CADA DÍA SU AFÁN Diario de
León
EL DESIERTO Y LA ESPERANZA
Volver a esperar y volver a sonreír. Muchas personas dirán que, “con lo que
está cayendo”, no es fácil intentarlo. Muchos pensarán que se trata de un espejismo
en medio del desierto. Sin embargo, esa es la doble invitación que el papa Francisco
nos ha dirigido a todos en una de sus catequesis del tiempo de Adviento.
Como se habitual en las audiencias papales, la llamada a la esperanza venía
sugerida por la lectura de un texto bíblico. En esta ocasión se trataba de la segunda
parte del libro de Isaías. Por medio de aquel poema de consuelo se anunciaba al
pueblo de Israel el fin de su penosa cautividad en Babilonia. Era el momento de
volver a atravesar el desierto para retornar a la patria siempre añorada.
Esa era la imagen de partida: el desierto. Es esa una tremenda metáfora de
nuestra situación. En reflejo de nuestro abandono y de nuestro desconcierto ante las
amenazas que cada día se vuelcan sobre nosotros y sobre toda la humanidad.
Atravesar el desierto sin abandonar la esperanza. ¡Que desafío! Pero es posible,
aunque parezca mentira.
Sin embargo, recobrar la esperanza no significa agarrarse confiadamente al
optimismo. Aunque se parezcan en su orientación al futuro, esas dos actitudes se
diferencian en lo fundamental. El optimismo se basa en nuestras fuerzas físicas,
económicas, morales o políticas.
Pero esa raíz es engañosa.

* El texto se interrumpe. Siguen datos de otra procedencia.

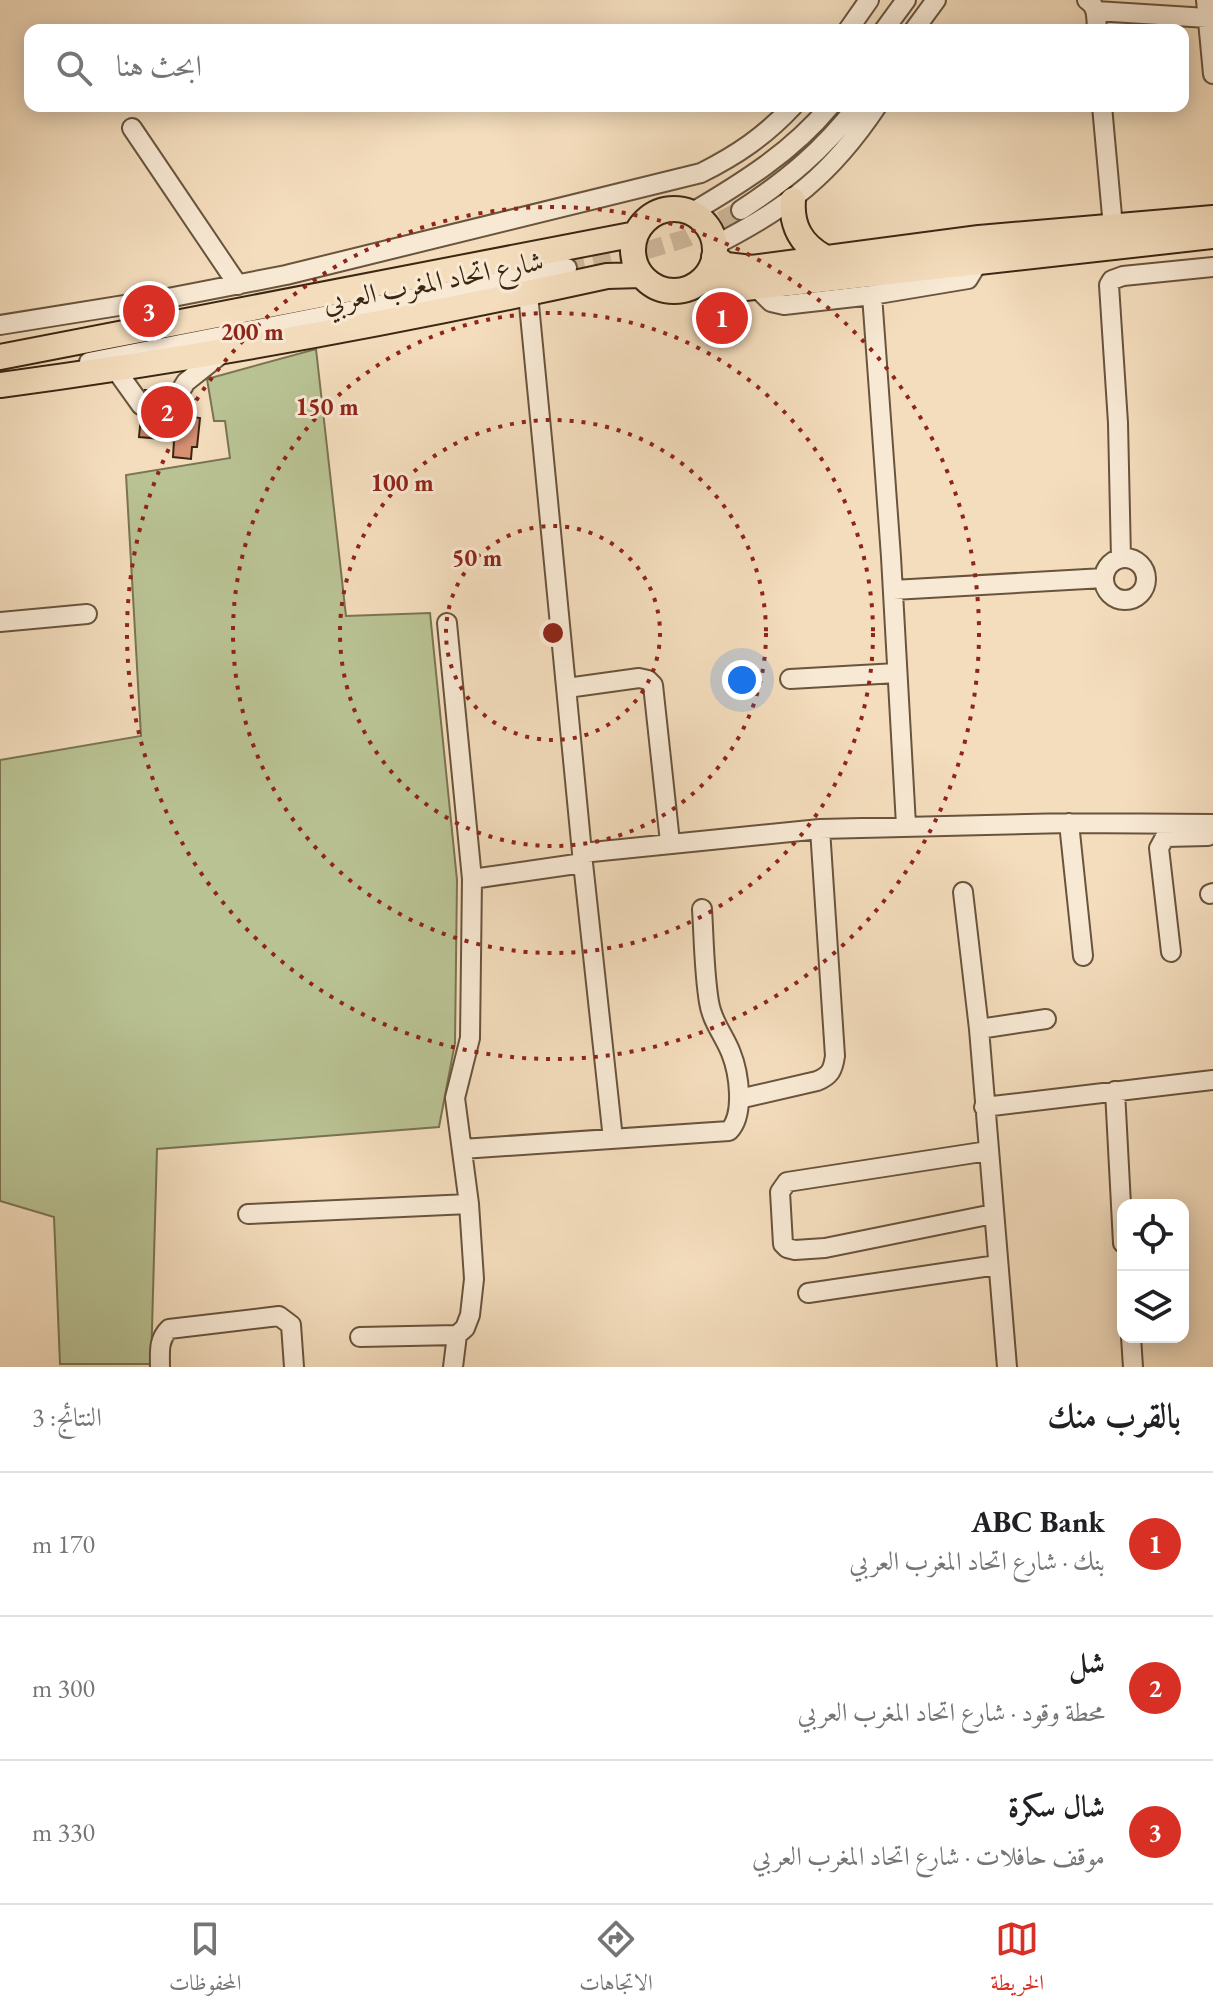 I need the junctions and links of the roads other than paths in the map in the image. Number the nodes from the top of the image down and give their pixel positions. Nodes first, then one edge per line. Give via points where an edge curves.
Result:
1 (869, 0) edge
2 (906, 0) edge
3 (936, 0) edge
4 (947, 0) edge
5 (1092, 5) edge
6 (1207, 9) edge
7 (852, 24) edge
8 (888, 24) edge
9 (918, 24) edge
10 (931, 24) edge
11 (1213, 74) edge
12 (787, 112) edge
13 (824, 112) edge
14 (852, 112) edge
15 (873, 112) edge
16 (1103, 112) edge
17 (132, 128) dead end
18 (793, 200) junction
19 (741, 210) tunnel mouth
20 (691, 213) junction
21 (1213, 218) edge
22 (1113, 227) junction
23 (636, 234) junction
24 (1213, 236) edge
25 (714, 251) junction
26 (824, 257) junction
27 (979, 261) junction
28 (1213, 267) edge
29 (567, 268) tunnel mouth
30 (641, 275) junction
31 (703, 280) junction
32 (238, 285) junction
33 (755, 286) junction
34 (528, 294) junction
35 (872, 295) junction
36 (0, 325) edge
37 (225, 351) junction
38 (0, 357) edge
39 (116, 370) junction
40 (0, 382) edge
41 (176, 398) tunnel mouth
42 (141, 405) dead end
43 (1121, 558) junction
44 (1104, 578) junction
45 (893, 590) junction
46 (87, 614) dead end
47 (0, 622) edge
48 (447, 623) dead end
49 (897, 673) junction
50 (790, 679) dead end
51 (567, 688) junction
52 (1069, 823) junction
53 (1213, 824) edge
54 (906, 825) junction
55 (820, 829) junction
56 (1213, 836) edge
57 (670, 842) junction
58 (583, 858) junction
59 (472, 879) junction
60 (963, 892) dead end
61 (702, 909) dead end
62 (1171, 952) dead end
63 (1083, 956) dead end
64 (1046, 1019) dead end
65 (979, 1029) junction
66 (1213, 1080) edge
67 (1115, 1091) junction
68 (739, 1099) junction
69 (984, 1107) junction
70 (613, 1139) junction
71 (462, 1149) junction
72 (988, 1151) junction
73 (1121, 1199) edge
74 (469, 1204) junction
75 (248, 1214) dead end
76 (993, 1214) junction
77 (997, 1265) junction
78 (808, 1293) dead end
79 (457, 1335) junction
80 (360, 1337) dead end
81 (1131, 1343) edge
82 (160, 1367) edge
83 (294, 1367) edge
84 (453, 1367) edge
85 (1007, 1367) edge
86 (1133, 1367) edge

1 - 7 street
2 - 8 street
3 - 9 street
4 - 10 street
5 - 6 street
6 - 11 street
12 - 32 street via 737,156 701,173
13 - 20 street via 795,144
14 - 19 street via 804,166
15 - 18 street via 853,142
16 - 22 street
17 - 32 street
18 - 25 street
18 - 26 main road via 795,228
20 - 23 main road via 659,212
20 - 25 main road via 707,226
21 - 22 main road
22 - 26 main road
23 - 30 main road via 632,251
23 - 38 main road, شارع اتحاد المغرب العربي
24 - 27 main road
25 - 26 main road via 726,265 739,268
25 - 31 main road
27 - 33 main road
27 - 35 street via 968,279
28 - 43 street via 1123,276 1109,285
29 - 40 street
30 - 31 main road via 671,291
30 - 34 main road, شارع اتحاد المغرب العربي via 607,276
31 - 33 main road via 728,288
32 - 36 street
33 - 35 street via 771,302 784,305
34 - 37 main road, شارع اتحاد المغرب العربي
34 - 51 street
35 - 45 street
37 - 39 main road, شارع اتحاد المغرب العربي
37 - 41 street via 186,382
39 - 40 main road, شارع اتحاد المغرب العربي
39 - 42 street
43 - 44 street via 1109,565
43 - 44 street via 1142,567 1145,582 1137,595 1115,597
44 - 45 street
45 - 49 street
46 - 47 street
48 - 59 street
49 - 50 street
49 - 54 street
51 - 57 street via 639,678 653,685
51 - 58 street
52 - 53 street
52 - 54 street
52 - 63 street
54 - 55 street
55 - 57 street
55 - 68 street via 833,1069 817,1081
56 - 62 street via 1161,841
57 - 58 street
58 - 59 street
58 - 70 street
59 - 71 street via 470,1038 455,1098
60 - 65 street
61 - 68 street via 708,1001 732,1055
64 - 65 street
65 - 69 street
66 - 67 street
67 - 69 street
67 - 73 street
68 - 70 street via 729,1131
69 - 72 street
70 - 71 street
71 - 74 street
72 - 76 street
72 - 76 street via 787,1182 780,1192 783,1244 795,1250 825,1248
74 - 75 street
74 - 79 street via 473,1300 465,1328
76 - 77 street
77 - 78 street
77 - 85 street
79 - 80 street
79 - 84 street
81 - 86 street
82 - 83 street via 160,1345 169,1329 279,1316 291,1325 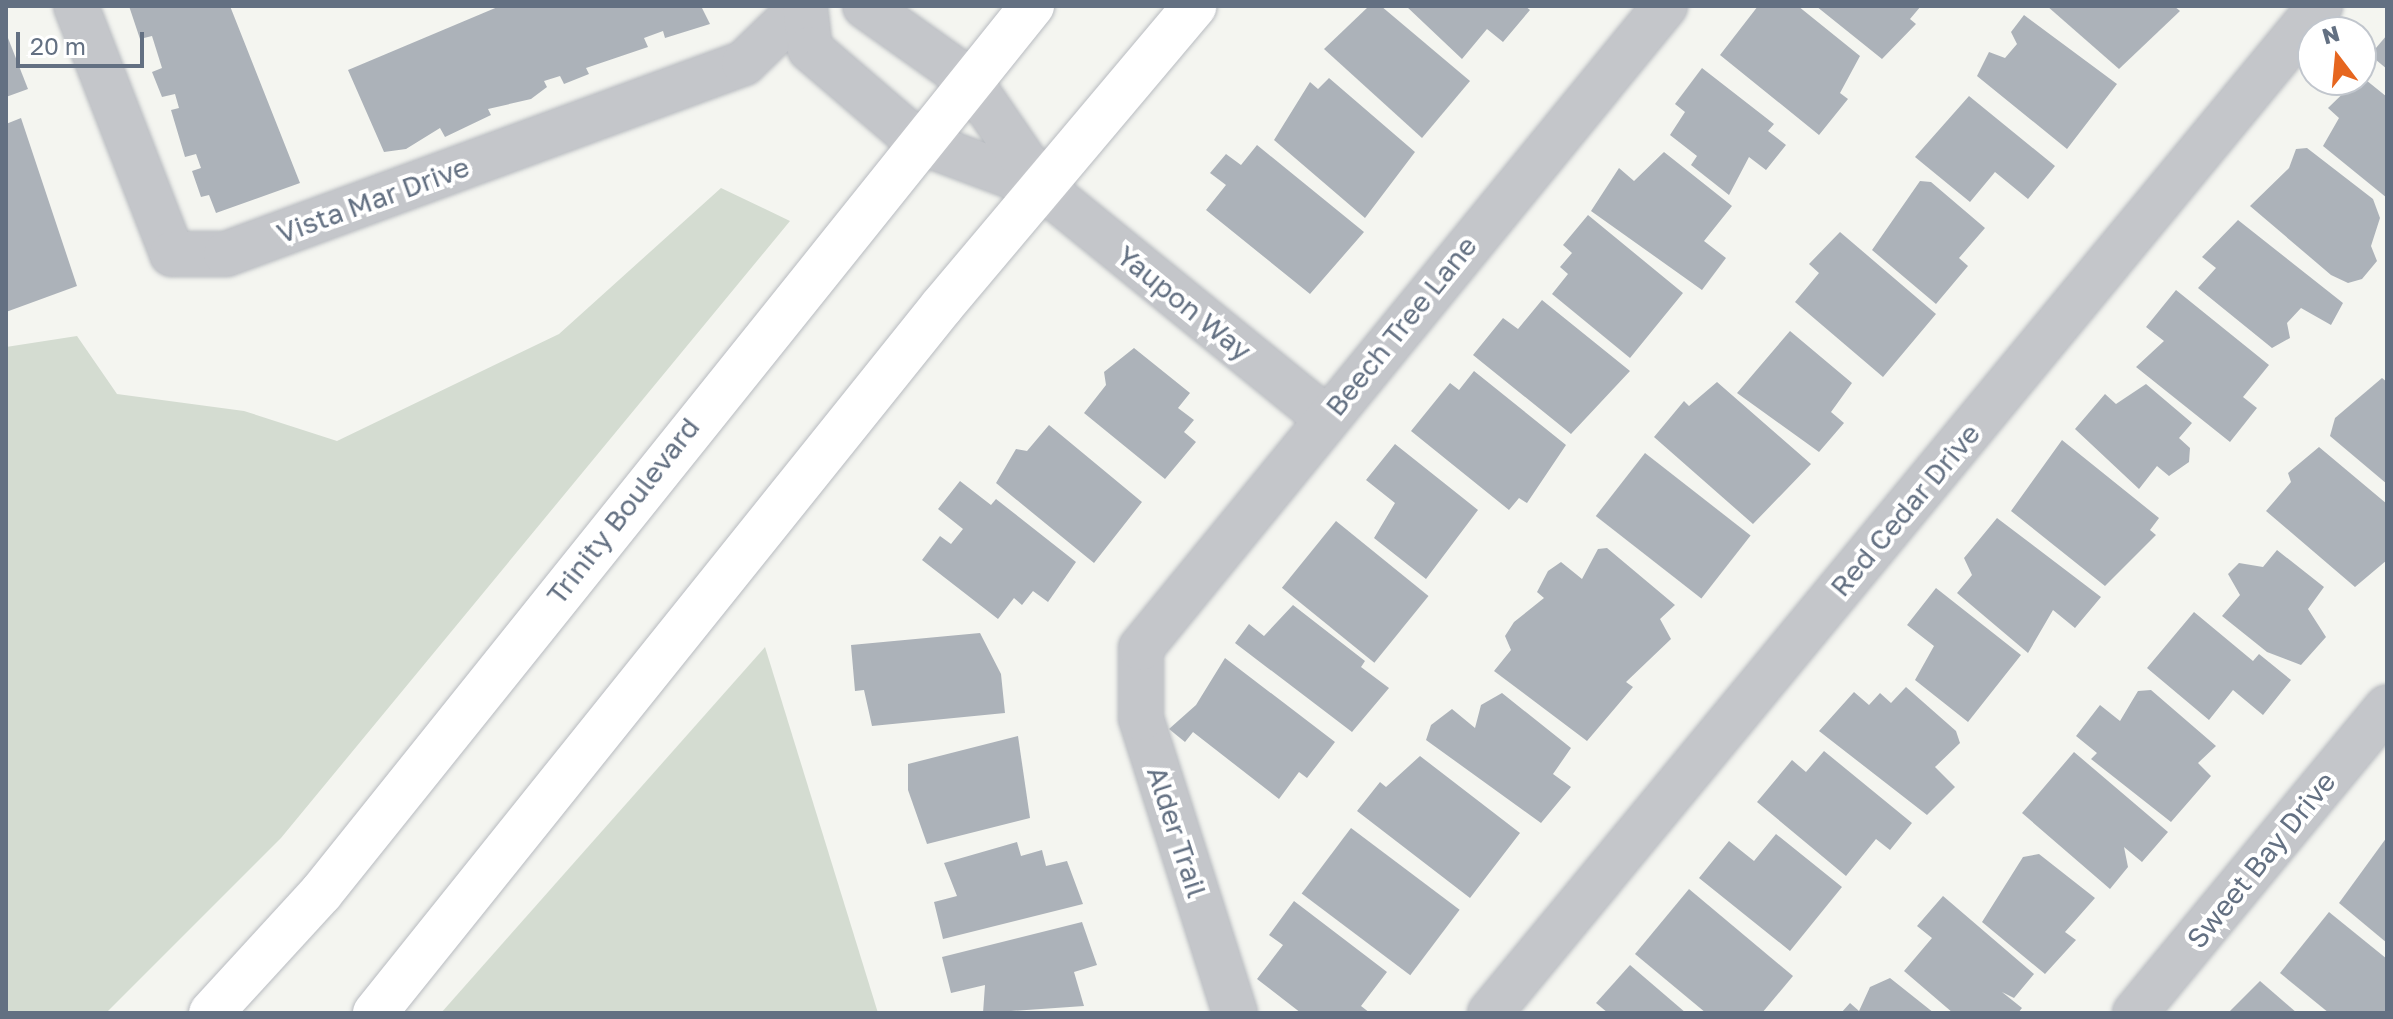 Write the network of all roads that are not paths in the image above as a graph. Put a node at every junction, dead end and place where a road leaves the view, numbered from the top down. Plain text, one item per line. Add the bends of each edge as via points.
1 (76, 6) edge
2 (804, 6) edge
3 (865, 6) edge
4 (1032, 6) edge
5 (1195, 6) edge
6 (1665, 6) edge
7 (2320, 6) edge
8 (969, 80) junction
9 (917, 141) junction
10 (1043, 188) junction
11 (1326, 418) junction
12 (1141, 648) joint
13 (2387, 707) edge
14 (211, 1013) edge
15 (375, 1013) edge
16 (1235, 1013) edge
17 (1490, 1013) edge
18 (2135, 1013) edge

1 - 2 street, Vista Mar Drive via 172,254 226,254 744,63
2 - 9 street via 810,49
3 - 8 street
4 - 8 main road, Trinity Boulevard
5 - 10 main road
6 - 11 street, Beech Tree Lane
7 - 17 street, Red Cedar Drive
8 - 9 main road, Trinity Boulevard
8 - 10 street
9 - 10 street
9 - 14 main road, Trinity Boulevard via 321,893
10 - 11 street, Yaupon Way
10 - 15 main road
11 - 12 street, Beech Tree Lane
12 - 16 street, Alder Trail via 1141,718
13 - 18 street, Sweet Bay Drive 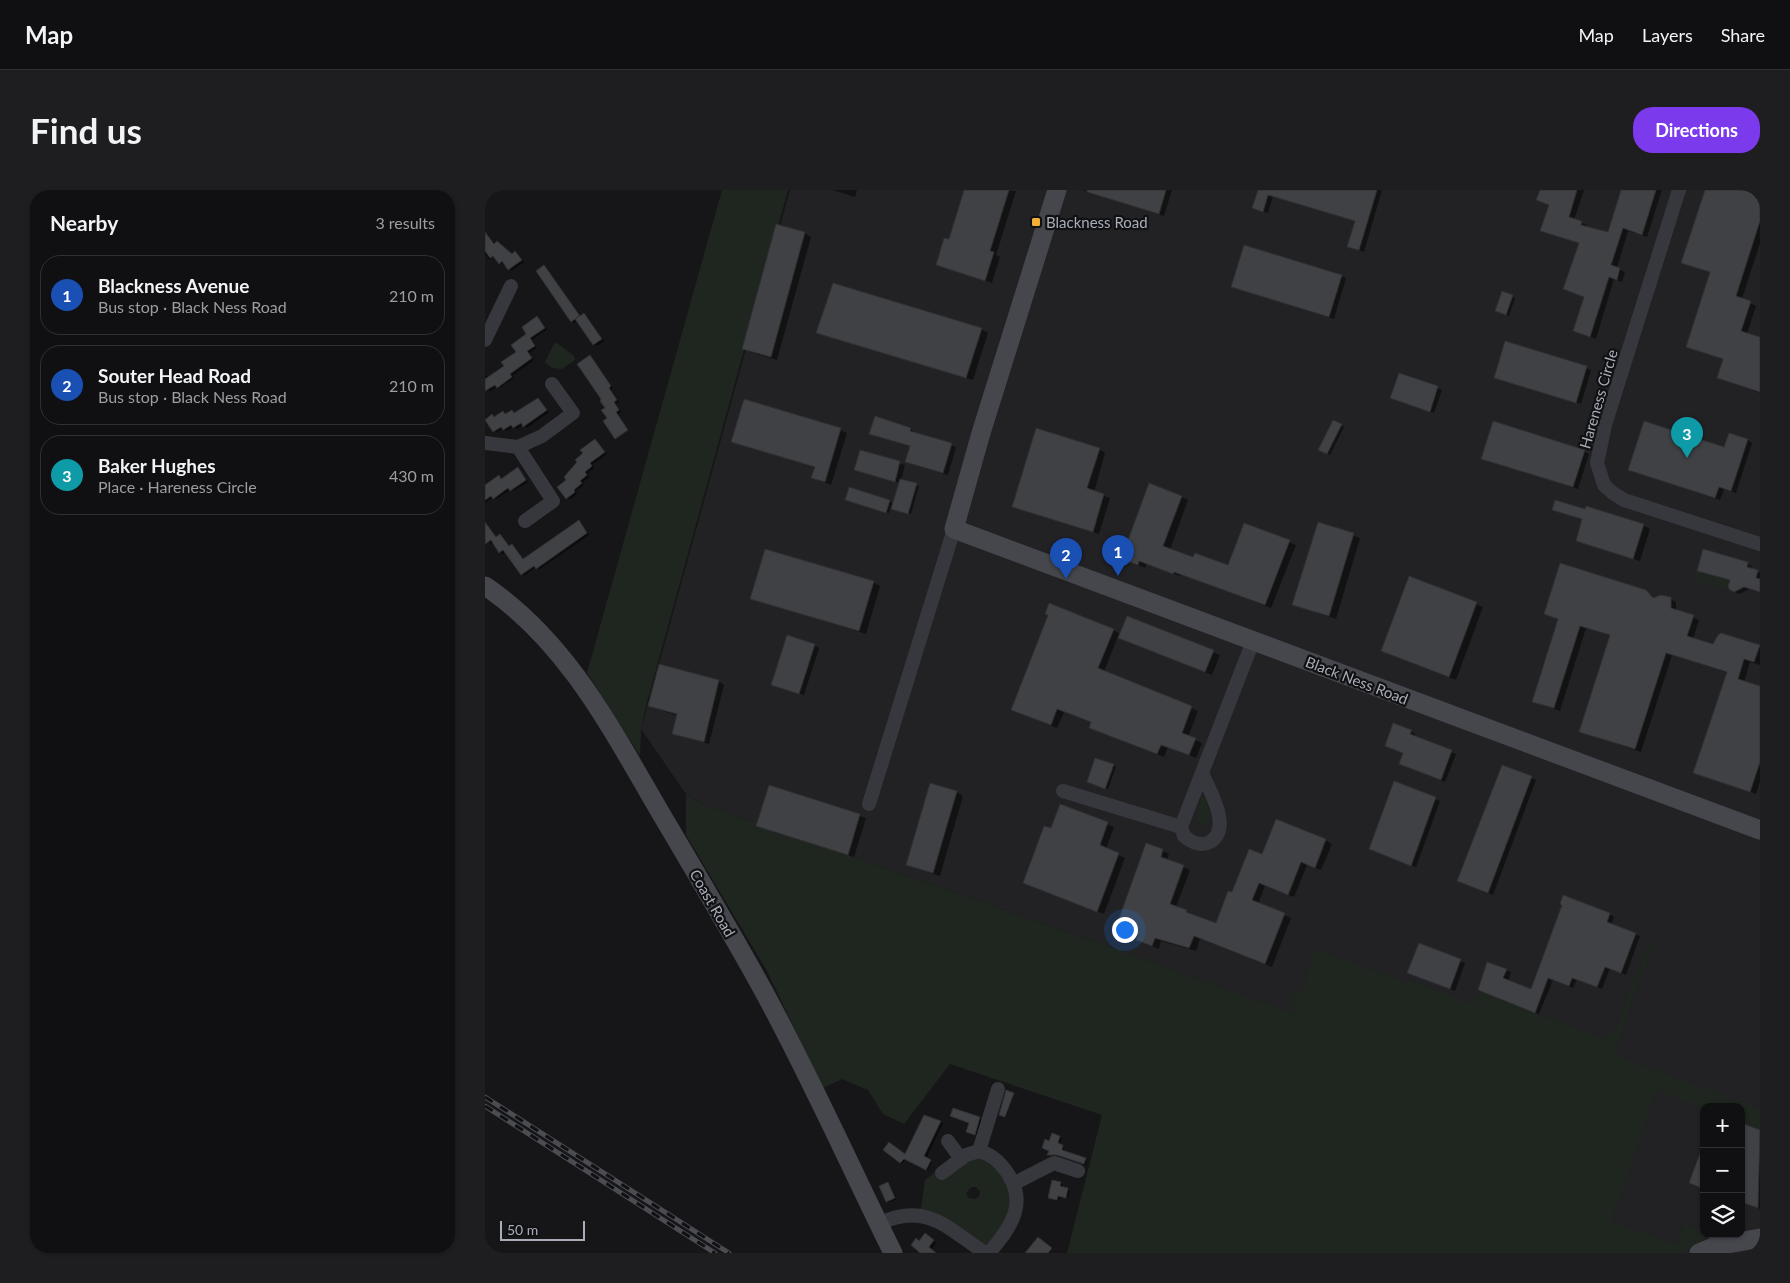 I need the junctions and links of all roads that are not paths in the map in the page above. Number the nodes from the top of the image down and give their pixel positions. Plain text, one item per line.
1 (1057, 190) edge
2 (1679, 190) edge
3 (511, 286) dead end
4 (485, 340) edge
5 (552, 384) dead end
6 (485, 443) edge
7 (517, 448) junction
8 (525, 521) dead end
9 (954, 529) junction
10 (1760, 544) edge
11 (485, 586) edge
12 (1253, 641) junction
13 (1202, 773) junction
14 (1063, 791) dead end
15 (869, 804) dead end
16 (1181, 827) junction
17 (1760, 830) edge
18 (998, 1090) dead end
19 (948, 1141) dead end
20 (979, 1150) junction
21 (961, 1159) junction
22 (1077, 1171) dead end
23 (942, 1173) dead end
24 (1015, 1183) junction
25 (879, 1224) junction
26 (1760, 1238) edge
27 (893, 1253) edge
28 (987, 1253) edge
29 (1699, 1253) edge

1 - 9 street
2 - 10 street, Hareness Circle
3 - 4 street
5 - 7 street
6 - 7 street
7 - 8 street
9 - 12 street, Black Ness Road
9 - 15 street
11 - 25 street, Coast Road
12 - 13 street
12 - 17 street, Black Ness Road
13 - 16 street
13 - 16 street
14 - 16 street
18 - 20 street
19 - 21 street
20 - 21 street
20 - 24 street
21 - 23 street
22 - 24 street
24 - 28 street
25 - 27 street, Coast Road
25 - 28 street
26 - 29 street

Atendiendo a las vicisitudes de la sociedad y
recordando las lecciones de la historia, todos hemos ido aprendiendo a desconfiar de
esos presuntos apoyos, que se manifiestan tan frágiles como engañosos. “La
esperanza es la virtud de los pequeños. Los grandes y los satisfechos no conocen la
esperanza; no saben lo que es”.
Ese es el mensaje de las Sagradas Escrituras. A lo largo de la historia de la
salvación, no han sido las armas ni el poder lo que ha orientado la esperanza de los
hombres y mujeres. El hartazgo y la altanería no sacan a las gentes a recorrer el
desierto con esperanza.
El creyente sabe que recobrar la esperanza sólo es posible si se recobra el don
de la fe. Esa fe que nos dice que no estamos solos en la travesía del desierto. Esa fe
nos asegura que Dios camina junto a nosotros, que nos da una mano y –lo que es
más importante aún- que se hace uno de los nuestros para asumir nuestra peripecia.
¡Dios con nosotros! Esa era la promesa de los profetas. Durante siglos parecía
referirse a la protección de Dios, que se hacía realidad en la vida concreta de las
gentes y del pueblo. Pero esa promesa terminó por concretarse en una persona. Era
un nombre para el enviado por Dios. Era la clave de la salvación. Y el nombre del
Salvador. Él era el esperado. Y él es hoy el que espera ser acogido por nosotros.